Australia’s federal government has announced that it will fast-track an ambitious A$22bn ($16bn) 10GW/30GWh solar/battery project that will send 24-hour renewable electricity to Singapore via a 4,500km cable.
Angus Taylor, minister for energy and emissions reduction, granted “major project status” to developer Sun Cable’s Australia-ASEAN Power Link (AAPL) project in Australia’s Northern Territory, which essentially means it will fast-track the project, with support from the Major Projects Facilitation Agency, which provides a single entry point for national approvals, as well as co-ordination with local government.

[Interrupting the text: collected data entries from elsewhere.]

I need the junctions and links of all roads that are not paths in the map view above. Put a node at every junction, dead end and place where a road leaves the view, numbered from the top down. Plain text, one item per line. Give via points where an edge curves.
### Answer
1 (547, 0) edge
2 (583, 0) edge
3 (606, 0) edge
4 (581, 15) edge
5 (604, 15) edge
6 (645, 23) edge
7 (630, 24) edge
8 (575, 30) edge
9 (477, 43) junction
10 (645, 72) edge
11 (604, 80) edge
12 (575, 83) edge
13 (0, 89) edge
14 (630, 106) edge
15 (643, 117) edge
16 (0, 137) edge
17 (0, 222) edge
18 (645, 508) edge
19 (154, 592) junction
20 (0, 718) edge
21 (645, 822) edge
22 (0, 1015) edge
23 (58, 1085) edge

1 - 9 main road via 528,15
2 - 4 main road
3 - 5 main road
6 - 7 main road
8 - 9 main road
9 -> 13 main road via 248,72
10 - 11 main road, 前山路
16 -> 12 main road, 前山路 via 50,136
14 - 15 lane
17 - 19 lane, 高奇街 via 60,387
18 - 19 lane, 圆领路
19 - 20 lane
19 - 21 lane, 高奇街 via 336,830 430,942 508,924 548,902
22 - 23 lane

Sun Cable says the project — to be built by the end of 2027 — would consist of the world’s largest solar array, biggest battery and longest power cable, providing 3GW of dispatchable electricity — enough to provide a fifth of Singapore’s power needs. The 4,500km high-voltage direct-current cable — 3,711km of which would be under the sea — would also connect Australia to the planned 16-nation ASEAN power grid.

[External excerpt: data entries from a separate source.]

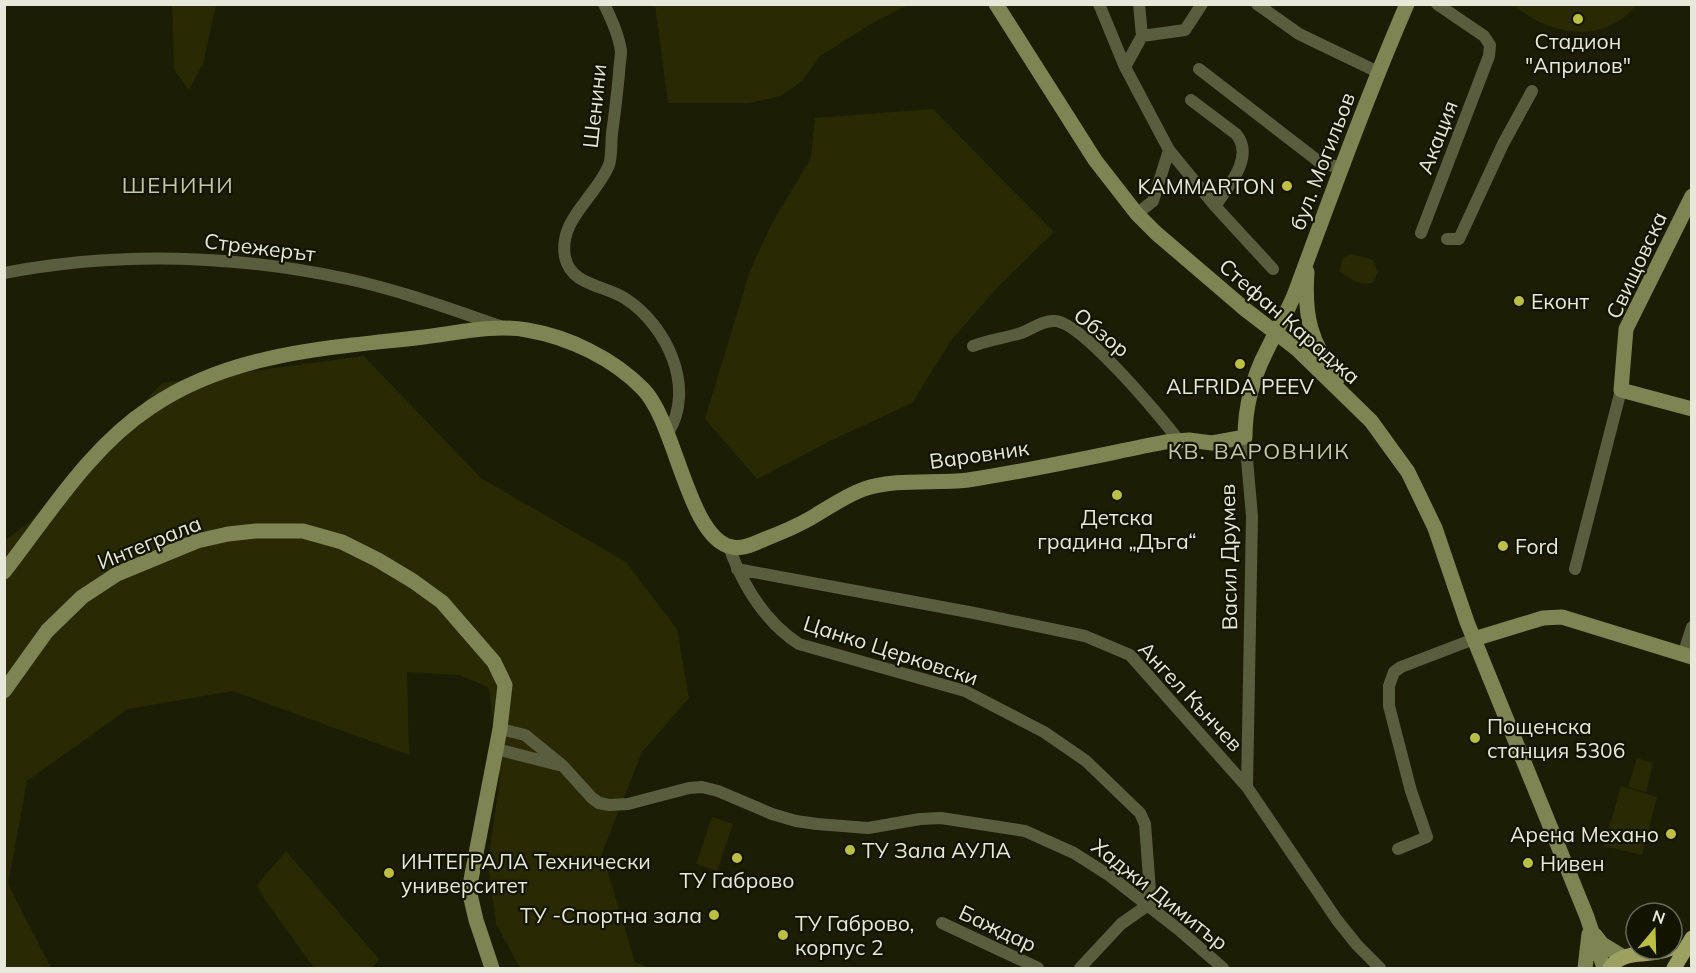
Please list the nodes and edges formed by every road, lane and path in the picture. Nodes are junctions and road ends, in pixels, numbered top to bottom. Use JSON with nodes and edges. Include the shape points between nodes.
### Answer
{"nodes":[{"id":1,"x":604,"y":4,"type":"edge"},
{"id":2,"x":1100,"y":4,"type":"edge"},
{"id":3,"x":1139,"y":4,"type":"edge"},
{"id":4,"x":1202,"y":4,"type":"edge"},
{"id":5,"x":1257,"y":4,"type":"edge"},
{"id":6,"x":1407,"y":4,"type":"edge"},
{"id":7,"x":1437,"y":4,"type":"edge"},
{"id":8,"x":997,"y":5,"type":"edge"},
{"id":9,"x":1142,"y":36,"type":"junction"},
{"id":10,"x":1125,"y":67,"type":"junction"},
{"id":11,"x":1199,"y":69,"type":"dead end"},
{"id":12,"x":1378,"y":72,"type":"junction"},
{"id":13,"x":1532,"y":91,"type":"dead end"},
{"id":14,"x":1191,"y":100,"type":"dead end"},
{"id":15,"x":1169,"y":150,"type":"junction"},
{"id":16,"x":1341,"y":167,"type":"junction"},
{"id":17,"x":1692,"y":196,"type":"edge"},
{"id":18,"x":1215,"y":206,"type":"junction"},
{"id":19,"x":1137,"y":214,"type":"junction"},
{"id":20,"x":1421,"y":233,"type":"dead end"},
{"id":21,"x":1447,"y":239,"type":"dead end"},
{"id":22,"x":1308,"y":256,"type":"junction"},
{"id":23,"x":1272,"y":269,"type":"dead end"},
{"id":24,"x":4,"y":273,"type":"edge"},
{"id":25,"x":504,"y":328,"type":"junction"},
{"id":26,"x":1277,"y":333,"type":"junction"},
{"id":27,"x":972,"y":346,"type":"dead end"},
{"id":28,"x":1621,"y":390,"type":"junction"},
{"id":29,"x":1692,"y":409,"type":"edge"},
{"id":30,"x":1371,"y":421,"type":"junction"},
{"id":31,"x":668,"y":434,"type":"junction"},
{"id":32,"x":1245,"y":437,"type":"junction"},
{"id":33,"x":1179,"y":441,"type":"junction"},
{"id":34,"x":729,"y":547,"type":"junction"},
{"id":35,"x":737,"y":569,"type":"junction"},
{"id":36,"x":1575,"y":569,"type":"dead end"},
{"id":37,"x":4,"y":572,"type":"edge"},
{"id":38,"x":1692,"y":627,"type":"edge"},
{"id":39,"x":1474,"y":639,"type":"junction"},
{"id":40,"x":1687,"y":656,"type":"edge"},
{"id":41,"x":4,"y":691,"type":"edge"},
{"id":42,"x":500,"y":729,"type":"junction"},
{"id":43,"x":496,"y":749,"type":"junction"},
{"id":44,"x":563,"y":766,"type":"junction"},
{"id":45,"x":1247,"y":787,"type":"junction"},
{"id":46,"x":1398,"y":849,"type":"dead end"},
{"id":47,"x":1148,"y":905,"type":"junction"},
{"id":48,"x":942,"y":923,"type":"dead end"},
{"id":49,"x":1589,"y":925,"type":"junction"},
{"id":50,"x":1691,"y":940,"type":"edge"},
{"id":51,"x":1624,"y":953,"type":"edge"},
{"id":52,"x":1624,"y":960,"type":"edge"},
{"id":53,"x":492,"y":969,"type":"edge"},
{"id":54,"x":1038,"y":969,"type":"edge"},
{"id":55,"x":1080,"y":969,"type":"edge"},
{"id":56,"x":1223,"y":969,"type":"edge"},
{"id":57,"x":1380,"y":969,"type":"edge"},
{"id":58,"x":1585,"y":969,"type":"edge"},
{"id":59,"x":1604,"y":969,"type":"edge"},
{"id":60,"x":1610,"y":969,"type":"edge"},
{"id":61,"x":1674,"y":969,"type":"edge"},
{"id":62,"x":1679,"y":969,"type":"edge"}],
"edges":[{"from":1,"to":31,"type":"street","name":"Шенини","via":[[621,52],[609,164],[571,224],[565,238],[565,253],[571,272],[631,302],[668,347],[676,364],[679,398],[676,421]]},
{"from":2,"to":10,"type":"street"},
{"from":3,"to":9,"type":"street"},
{"from":4,"to":9,"type":"street","via":[[1185,30]]},
{"from":5,"to":12,"type":"street","via":[[1299,34]]},
{"from":6,"to":12,"type":"street","name":"бул. Могильов"},
{"from":7,"to":20,"type":"street","name":"Акация","via":[[1484,36],[1490,45]]},
{"from":8,"to":19,"type":"street","name":"Стефан Караджа","via":[[1095,160]]},
{"from":9,"to":10,"type":"street"},
{"from":10,"to":15,"type":"street"},
{"from":11,"to":16,"type":"street","via":[[1322,164]]},
{"from":12,"to":16,"type":"street","name":"бул. Могильов"},
{"from":13,"to":21,"type":"street","via":[[1459,239]]},
{"from":14,"to":18,"type":"street","via":[[1236,134],[1245,149],[1229,186]]},
{"from":15,"to":18,"type":"street"},
{"from":15,"to":19,"type":"street","via":[[1153,201]]},
{"from":16,"to":22,"type":"street","name":"бул. Могильов"},
{"from":17,"to":28,"type":"street","name":"Свищовска","via":[[1626,329]]},
{"from":18,"to":23,"type":"street"},
{"from":19,"to":26,"type":"street","name":"Стефан Караджа"},
{"from":22,"to":26,"type":"street","name":"бул. Могильов"},
{"from":22,"to":30,"type":"street","via":[[1306,306],[1313,338],[1324,360]]},
{"from":24,"to":25,"type":"street","name":"Стрежерът","via":[[121,259],[192,258],[260,264],[348,279]]},
{"from":25,"to":31,"type":"street","via":[[560,339],[602,357],[653,399]]},
{"from":25,"to":37,"type":"street","via":[[303,351],[252,362],[171,394],[134,419],[88,462]]},
{"from":26,"to":30,"type":"street","name":"Стефан Караджа"},
{"from":26,"to":32,"type":"street","name":"Васил Друмев","via":[[1253,386],[1245,414]]},
{"from":27,"to":33,"type":"street","name":"Обзор","via":[[1048,322],[1060,322],[1127,378]]},
{"from":28,"to":29,"type":"street"},
{"from":28,"to":36,"type":"street"},
{"from":30,"to":39,"type":"street","name":"Стефан Караджа","via":[[1420,494]]},
{"from":31,"to":34,"type":"street","via":[[700,516],[714,538]]},
{"from":32,"to":33,"type":"street","name":"Варовник","via":[[1207,444]]},
{"from":32,"to":45,"type":"street","name":"Васил Друмев","via":[[1252,516]]},
{"from":33,"to":34,"type":"street","name":"Варовник","via":[[967,480],[866,489],[780,533],[747,546]]},
{"from":34,"to":35,"type":"street","name":"Цанко Церковски"},
{"from":35,"to":45,"type":"street","name":"Ангел Кънчев","via":[[1099,640],[1130,655]]},
{"from":35,"to":47,"type":"street","name":"Цанко Церковски","via":[[759,606],[786,636],[799,644],[965,690],[1044,732],[1086,761],[1140,813],[1145,824]]},
{"from":38,"to":40,"type":"street"},
{"from":39,"to":40,"type":"street","via":[[1543,618],[1562,617]]},
{"from":39,"to":46,"type":"street","via":[[1394,672],[1389,705],[1410,791],[1427,837]]},
{"from":39,"to":49,"type":"street","name":"Стефан Караджа"},
{"from":41,"to":42,"type":"street","name":"Интеграла","via":[[47,631],[82,597],[117,574],[197,541],[247,532],[303,531],[342,542],[378,560],[442,602],[477,640],[502,676],[505,685]]},
{"from":42,"to":43,"type":"street","name":"Интеграла"},
{"from":42,"to":44,"type":"street","name":"Хаджи Димитър","via":[[525,735]]},
{"from":43,"to":44,"type":"street"},
{"from":43,"to":53,"type":"street","name":"Интеграла","via":[[470,890]]},
{"from":44,"to":47,"type":"street","name":"Хаджи Димитър","via":[[592,798],[609,805],[702,787],[796,822],[868,828],[941,818],[1024,831],[1074,853]]},
{"from":45,"to":57,"type":"street","name":"Ангел Кънчев","via":[[1337,920]]},
{"from":47,"to":55,"type":"street","via":[[1121,924]]},
{"from":47,"to":56,"type":"street","name":"Хаджи Димитър"},
{"from":48,"to":54,"type":"street","name":"Баждар"},
{"from":49,"to":51,"type":"street","via":[[1602,944]]},
{"from":49,"to":58,"type":"street"},
{"from":49,"to":59,"type":"street","name":"Стефан Караджа"},
{"from":50,"to":61,"type":"main road"},
{"from":50,"to":62,"type":"main road"},
{"from":52,"to":60,"type":"main road"}]}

The AAPL project, however, has yet to win support from Singapore’s government.
The Northern Territory government gave the scheme — which would also supply power to the city of Darwin, and “eventually Indonesia” — major project status in July 2019.
Sun Cable is part-owned by two of Australia's richest men: 40-year-old software billionaire Mike Cannon-Brookes and billionaire philanthropist Andrew Forrest.